DevOps, continuous delivery, and agile are reducing cycles from years or months to weeks or days, giving teams less time to test. It’s extremely difficult for test teams to keep up with that pace using testing approaches from over 15 years ago. Mobile, web, Internet of Things (IoT), and technology fragmentation in general mean that, while everyone used to test on just one platform, they’re now testing 40 or more. To get greater coverage of user journeys through their app, teams are finding that hundreds of tests aren’t adequate—they need thousands of tests.
So, as the scope of testing is increasing and the time available to test is shrinking, it’s clear that teams need a new, modern approach that enables true, end-to-end test automation. AI, machine learning, and analytics will be the catalysts to deliver true test automation — recommending the tests to carry out, learning continuously, intelligently predicting business impacts, and enabling development teams to fix issues before they occur.
Three ways AI is enabling predictive testing
1. Intelligent automation. The only way to truly test a digital app from the user perspective is through an intelligent automation engine that accesses the application as a user would—taking control of a machine, actually using the app to exercise workflows, and collecting intelligent analytics along the way. This requires technology that understands on-screen images and text, such as smart image search and dynamic neural networks (so-called deep learning).

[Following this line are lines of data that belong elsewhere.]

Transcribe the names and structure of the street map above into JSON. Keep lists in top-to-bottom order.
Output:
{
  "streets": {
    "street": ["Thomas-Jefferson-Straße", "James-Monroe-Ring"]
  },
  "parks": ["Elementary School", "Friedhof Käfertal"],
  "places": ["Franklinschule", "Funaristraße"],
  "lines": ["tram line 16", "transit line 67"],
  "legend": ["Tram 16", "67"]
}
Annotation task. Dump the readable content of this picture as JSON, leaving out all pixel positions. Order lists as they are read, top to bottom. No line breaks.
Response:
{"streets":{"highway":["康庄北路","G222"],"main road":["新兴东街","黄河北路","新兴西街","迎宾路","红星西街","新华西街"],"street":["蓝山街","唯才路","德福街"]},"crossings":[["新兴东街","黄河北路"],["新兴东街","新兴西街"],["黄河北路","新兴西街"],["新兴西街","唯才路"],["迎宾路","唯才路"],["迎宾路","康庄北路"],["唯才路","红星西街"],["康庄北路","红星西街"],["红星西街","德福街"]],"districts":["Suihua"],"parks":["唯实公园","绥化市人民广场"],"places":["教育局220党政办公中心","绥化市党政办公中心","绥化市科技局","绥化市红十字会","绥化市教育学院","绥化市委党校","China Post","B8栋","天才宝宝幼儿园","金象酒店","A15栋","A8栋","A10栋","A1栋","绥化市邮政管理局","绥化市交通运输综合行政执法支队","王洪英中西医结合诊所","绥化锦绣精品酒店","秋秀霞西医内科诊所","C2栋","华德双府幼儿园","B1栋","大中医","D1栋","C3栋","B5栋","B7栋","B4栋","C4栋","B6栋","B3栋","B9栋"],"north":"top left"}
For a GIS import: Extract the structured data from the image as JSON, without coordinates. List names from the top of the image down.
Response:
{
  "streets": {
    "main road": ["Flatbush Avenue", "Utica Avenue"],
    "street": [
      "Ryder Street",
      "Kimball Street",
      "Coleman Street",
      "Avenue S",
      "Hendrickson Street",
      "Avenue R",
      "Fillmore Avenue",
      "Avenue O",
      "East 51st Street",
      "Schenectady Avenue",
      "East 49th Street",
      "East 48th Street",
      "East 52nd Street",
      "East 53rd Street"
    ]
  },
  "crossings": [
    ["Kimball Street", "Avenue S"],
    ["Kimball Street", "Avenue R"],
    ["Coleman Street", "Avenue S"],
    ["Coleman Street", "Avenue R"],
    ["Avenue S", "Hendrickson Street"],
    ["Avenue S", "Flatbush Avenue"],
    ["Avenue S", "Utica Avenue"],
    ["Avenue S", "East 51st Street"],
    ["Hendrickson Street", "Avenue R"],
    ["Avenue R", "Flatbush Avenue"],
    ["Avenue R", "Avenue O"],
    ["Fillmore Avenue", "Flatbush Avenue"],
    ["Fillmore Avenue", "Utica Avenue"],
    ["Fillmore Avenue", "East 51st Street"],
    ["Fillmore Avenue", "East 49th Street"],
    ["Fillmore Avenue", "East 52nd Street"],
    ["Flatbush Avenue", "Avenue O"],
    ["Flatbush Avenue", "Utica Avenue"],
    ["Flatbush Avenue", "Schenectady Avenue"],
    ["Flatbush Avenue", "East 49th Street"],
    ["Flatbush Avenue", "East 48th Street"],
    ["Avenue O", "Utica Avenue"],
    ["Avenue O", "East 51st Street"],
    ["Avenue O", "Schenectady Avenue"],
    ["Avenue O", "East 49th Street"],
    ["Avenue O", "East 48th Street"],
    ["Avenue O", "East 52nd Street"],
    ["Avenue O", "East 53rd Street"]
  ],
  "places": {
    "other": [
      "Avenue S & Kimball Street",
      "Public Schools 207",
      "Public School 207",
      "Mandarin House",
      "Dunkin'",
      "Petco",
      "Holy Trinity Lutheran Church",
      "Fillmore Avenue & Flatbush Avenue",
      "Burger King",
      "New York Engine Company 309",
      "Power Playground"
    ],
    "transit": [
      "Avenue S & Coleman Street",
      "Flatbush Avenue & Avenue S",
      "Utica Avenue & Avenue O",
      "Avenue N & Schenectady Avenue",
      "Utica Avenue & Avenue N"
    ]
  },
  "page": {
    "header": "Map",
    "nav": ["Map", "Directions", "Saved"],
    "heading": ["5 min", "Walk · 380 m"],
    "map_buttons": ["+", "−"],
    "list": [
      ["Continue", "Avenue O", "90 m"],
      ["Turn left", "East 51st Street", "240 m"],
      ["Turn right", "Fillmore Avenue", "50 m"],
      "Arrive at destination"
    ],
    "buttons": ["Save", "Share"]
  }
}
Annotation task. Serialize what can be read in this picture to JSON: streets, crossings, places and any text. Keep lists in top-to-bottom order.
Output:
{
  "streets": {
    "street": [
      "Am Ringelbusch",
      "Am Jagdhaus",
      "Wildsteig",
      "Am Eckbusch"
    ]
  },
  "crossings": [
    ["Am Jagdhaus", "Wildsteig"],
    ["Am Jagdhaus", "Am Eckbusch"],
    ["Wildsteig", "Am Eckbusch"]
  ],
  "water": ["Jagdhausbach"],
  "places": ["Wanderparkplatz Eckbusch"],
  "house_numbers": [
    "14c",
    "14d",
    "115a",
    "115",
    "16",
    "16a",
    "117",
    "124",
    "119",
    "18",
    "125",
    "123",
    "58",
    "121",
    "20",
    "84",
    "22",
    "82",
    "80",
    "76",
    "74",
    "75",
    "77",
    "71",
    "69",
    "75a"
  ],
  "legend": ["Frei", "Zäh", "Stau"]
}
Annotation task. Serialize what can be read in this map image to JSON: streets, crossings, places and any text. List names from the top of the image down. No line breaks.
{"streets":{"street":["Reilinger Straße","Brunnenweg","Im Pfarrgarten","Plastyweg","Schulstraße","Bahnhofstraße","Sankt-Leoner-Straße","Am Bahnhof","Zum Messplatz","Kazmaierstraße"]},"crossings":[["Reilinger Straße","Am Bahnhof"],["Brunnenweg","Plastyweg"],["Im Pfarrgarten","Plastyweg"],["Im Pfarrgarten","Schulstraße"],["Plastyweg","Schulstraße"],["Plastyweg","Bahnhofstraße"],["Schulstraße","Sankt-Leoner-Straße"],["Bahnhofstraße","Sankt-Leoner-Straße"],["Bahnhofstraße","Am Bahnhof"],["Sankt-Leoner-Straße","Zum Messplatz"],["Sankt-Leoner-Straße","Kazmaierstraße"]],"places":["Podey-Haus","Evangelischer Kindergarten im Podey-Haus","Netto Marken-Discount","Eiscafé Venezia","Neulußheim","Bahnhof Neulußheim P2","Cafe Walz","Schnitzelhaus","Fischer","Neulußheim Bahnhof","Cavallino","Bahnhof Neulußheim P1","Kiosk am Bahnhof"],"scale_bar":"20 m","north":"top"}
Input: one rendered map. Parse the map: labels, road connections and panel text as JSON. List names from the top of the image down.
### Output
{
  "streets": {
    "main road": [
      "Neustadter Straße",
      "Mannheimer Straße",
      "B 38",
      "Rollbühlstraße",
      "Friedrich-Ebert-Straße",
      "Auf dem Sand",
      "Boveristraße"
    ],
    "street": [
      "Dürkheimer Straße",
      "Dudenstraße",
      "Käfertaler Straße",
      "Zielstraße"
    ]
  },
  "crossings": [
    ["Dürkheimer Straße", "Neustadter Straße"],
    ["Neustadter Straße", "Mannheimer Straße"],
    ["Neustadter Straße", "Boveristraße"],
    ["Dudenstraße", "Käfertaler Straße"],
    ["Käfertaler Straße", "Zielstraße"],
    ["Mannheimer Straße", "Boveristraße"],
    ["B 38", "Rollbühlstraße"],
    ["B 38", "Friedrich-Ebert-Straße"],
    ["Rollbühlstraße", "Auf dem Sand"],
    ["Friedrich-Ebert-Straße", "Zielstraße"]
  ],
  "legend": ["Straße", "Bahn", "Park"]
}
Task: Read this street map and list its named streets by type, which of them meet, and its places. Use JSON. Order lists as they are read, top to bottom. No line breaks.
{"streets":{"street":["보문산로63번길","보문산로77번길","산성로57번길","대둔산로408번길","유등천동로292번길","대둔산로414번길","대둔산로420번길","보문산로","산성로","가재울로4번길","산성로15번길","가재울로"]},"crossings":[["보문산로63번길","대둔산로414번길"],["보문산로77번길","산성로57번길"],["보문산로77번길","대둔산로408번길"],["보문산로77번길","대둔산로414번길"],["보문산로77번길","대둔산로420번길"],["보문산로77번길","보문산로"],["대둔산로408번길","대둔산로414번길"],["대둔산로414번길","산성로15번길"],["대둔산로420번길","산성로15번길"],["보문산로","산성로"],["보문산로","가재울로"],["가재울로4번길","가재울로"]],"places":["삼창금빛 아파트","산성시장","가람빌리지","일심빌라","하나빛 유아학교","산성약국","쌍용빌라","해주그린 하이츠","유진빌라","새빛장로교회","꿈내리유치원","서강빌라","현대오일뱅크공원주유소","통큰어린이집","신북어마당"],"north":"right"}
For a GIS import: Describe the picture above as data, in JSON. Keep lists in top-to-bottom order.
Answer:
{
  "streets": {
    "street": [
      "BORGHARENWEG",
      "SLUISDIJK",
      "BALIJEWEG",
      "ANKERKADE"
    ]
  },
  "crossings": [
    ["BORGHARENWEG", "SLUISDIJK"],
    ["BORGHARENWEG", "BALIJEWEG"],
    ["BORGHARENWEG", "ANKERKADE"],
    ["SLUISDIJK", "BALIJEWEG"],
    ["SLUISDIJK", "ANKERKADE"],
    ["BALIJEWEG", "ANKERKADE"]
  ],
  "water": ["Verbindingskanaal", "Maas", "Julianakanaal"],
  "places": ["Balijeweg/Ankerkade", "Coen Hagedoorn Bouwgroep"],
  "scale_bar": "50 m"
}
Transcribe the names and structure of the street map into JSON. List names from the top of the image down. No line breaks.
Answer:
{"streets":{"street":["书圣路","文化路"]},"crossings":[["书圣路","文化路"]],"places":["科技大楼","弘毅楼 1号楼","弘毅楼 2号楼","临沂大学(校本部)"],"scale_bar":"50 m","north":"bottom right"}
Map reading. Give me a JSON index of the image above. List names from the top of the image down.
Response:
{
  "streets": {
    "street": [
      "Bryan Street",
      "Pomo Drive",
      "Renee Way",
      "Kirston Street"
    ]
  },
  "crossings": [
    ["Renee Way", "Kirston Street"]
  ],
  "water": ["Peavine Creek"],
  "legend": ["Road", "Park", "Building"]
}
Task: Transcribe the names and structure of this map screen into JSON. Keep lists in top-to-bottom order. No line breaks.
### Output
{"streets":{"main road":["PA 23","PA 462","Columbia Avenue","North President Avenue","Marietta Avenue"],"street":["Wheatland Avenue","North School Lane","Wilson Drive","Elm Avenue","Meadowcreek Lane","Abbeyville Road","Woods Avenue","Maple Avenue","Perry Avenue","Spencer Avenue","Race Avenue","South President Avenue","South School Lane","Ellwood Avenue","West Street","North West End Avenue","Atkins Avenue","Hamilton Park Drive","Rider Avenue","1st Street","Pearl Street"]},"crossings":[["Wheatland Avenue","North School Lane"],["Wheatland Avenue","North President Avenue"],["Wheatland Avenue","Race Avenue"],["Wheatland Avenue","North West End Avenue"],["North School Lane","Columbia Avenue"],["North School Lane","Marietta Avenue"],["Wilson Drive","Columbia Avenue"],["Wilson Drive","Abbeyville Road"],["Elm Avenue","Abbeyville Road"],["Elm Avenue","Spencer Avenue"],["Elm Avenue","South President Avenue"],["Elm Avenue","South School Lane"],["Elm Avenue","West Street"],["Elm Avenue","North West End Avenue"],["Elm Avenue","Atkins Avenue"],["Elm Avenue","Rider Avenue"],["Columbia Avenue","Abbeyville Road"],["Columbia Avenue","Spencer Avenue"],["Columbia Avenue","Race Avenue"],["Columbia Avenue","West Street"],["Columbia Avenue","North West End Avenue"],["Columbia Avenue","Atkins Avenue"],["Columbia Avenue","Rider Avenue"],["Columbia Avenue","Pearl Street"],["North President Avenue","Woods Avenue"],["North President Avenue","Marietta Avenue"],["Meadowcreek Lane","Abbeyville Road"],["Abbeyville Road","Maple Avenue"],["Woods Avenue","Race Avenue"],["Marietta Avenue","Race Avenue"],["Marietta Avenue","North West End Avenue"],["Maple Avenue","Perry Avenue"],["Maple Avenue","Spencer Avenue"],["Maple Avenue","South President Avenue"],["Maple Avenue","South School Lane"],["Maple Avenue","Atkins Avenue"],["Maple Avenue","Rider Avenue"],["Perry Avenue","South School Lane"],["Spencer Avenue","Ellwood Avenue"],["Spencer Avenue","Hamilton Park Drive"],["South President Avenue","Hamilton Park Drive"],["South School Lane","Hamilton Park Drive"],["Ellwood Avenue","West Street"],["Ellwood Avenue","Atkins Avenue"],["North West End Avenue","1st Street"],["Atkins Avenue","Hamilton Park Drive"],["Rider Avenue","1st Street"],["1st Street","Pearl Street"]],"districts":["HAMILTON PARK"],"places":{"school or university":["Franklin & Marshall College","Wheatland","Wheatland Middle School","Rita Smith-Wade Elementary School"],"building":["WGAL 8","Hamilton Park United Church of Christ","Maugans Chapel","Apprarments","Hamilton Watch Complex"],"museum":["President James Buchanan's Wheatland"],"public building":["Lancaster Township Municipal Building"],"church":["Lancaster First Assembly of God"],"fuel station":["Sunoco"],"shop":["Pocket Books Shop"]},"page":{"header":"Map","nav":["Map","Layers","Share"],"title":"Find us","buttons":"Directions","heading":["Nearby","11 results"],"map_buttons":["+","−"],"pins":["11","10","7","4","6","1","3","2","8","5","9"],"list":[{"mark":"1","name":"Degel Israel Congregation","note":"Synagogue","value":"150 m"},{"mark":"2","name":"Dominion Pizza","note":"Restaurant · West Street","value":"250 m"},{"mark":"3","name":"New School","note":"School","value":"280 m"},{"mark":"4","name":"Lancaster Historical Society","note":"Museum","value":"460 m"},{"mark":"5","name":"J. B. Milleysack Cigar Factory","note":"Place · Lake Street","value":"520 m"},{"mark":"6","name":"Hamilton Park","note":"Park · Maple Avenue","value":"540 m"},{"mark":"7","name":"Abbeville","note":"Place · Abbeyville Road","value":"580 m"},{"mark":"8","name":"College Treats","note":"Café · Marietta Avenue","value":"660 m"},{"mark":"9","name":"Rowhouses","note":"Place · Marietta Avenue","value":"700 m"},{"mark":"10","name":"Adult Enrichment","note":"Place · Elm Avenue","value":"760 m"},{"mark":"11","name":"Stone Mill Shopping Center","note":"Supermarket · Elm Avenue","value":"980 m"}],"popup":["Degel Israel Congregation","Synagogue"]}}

2. Intelligent test coverage generation and bug-hunting. There is a potentially infinite number of paths through a complex app, so which ones should we follow in our automation? We can use AI classification algorithms, such as Bayesian networks, to select paths and bug hunt. As these paths are explored, the bug-hunting AI algorithm continues to learn from correlations in data to refine the coverage and help developers identify root causes and fix defects.
Through a combination of bug hunting and coverage algorithms, AI and analytics will exponentially increase coverage and productivity. AI algorithms will hunt for defects in applications based on user journeys that are automatically generated from this bug-hunting model, while coverage algorithms will select the user journey that is the furthest away from others that have already been executed.
Non-instance-based learning algorithms also reduce the amount of learning required, giving quick results, which are essential in agile and DevOps environments. Ensuring that the algorithms are delivering defects and coverage is a balancing act, and where AI will need input from a smart tester who knows the system well and can dynamically adjust the trade-off between coverage and bug hunting.
3. Continuous testing, continuous learning, and predictive trends. Testing digital apps is not just a one-and-done exercise. It should be a continuous process, so that we’re essentially monitoring the digital experience over time. An AI algorithm should be watching the test results over time, learning and looking for trends. These learning algorithms can then build decision trees that enable predictive analytics — and can identify, for example, if, based on experience, the increasing delay on a particular workflow will likely result in a system outage. Armed with this information, we could proactively address it before it becomes critical and causes customer outrage.
The transformative impact of AI will fundamentally change what testing is all about. Testing will move closer to the user. Through predictive analytics, testing will move closer to product design. And by learning the relationship between technical behaviors and user satisfaction, conversion, and retention, testing will move closer to revenue. AI will enable testing to quickly be perceived as a revenue-generating profit center rather than a opaque overhead.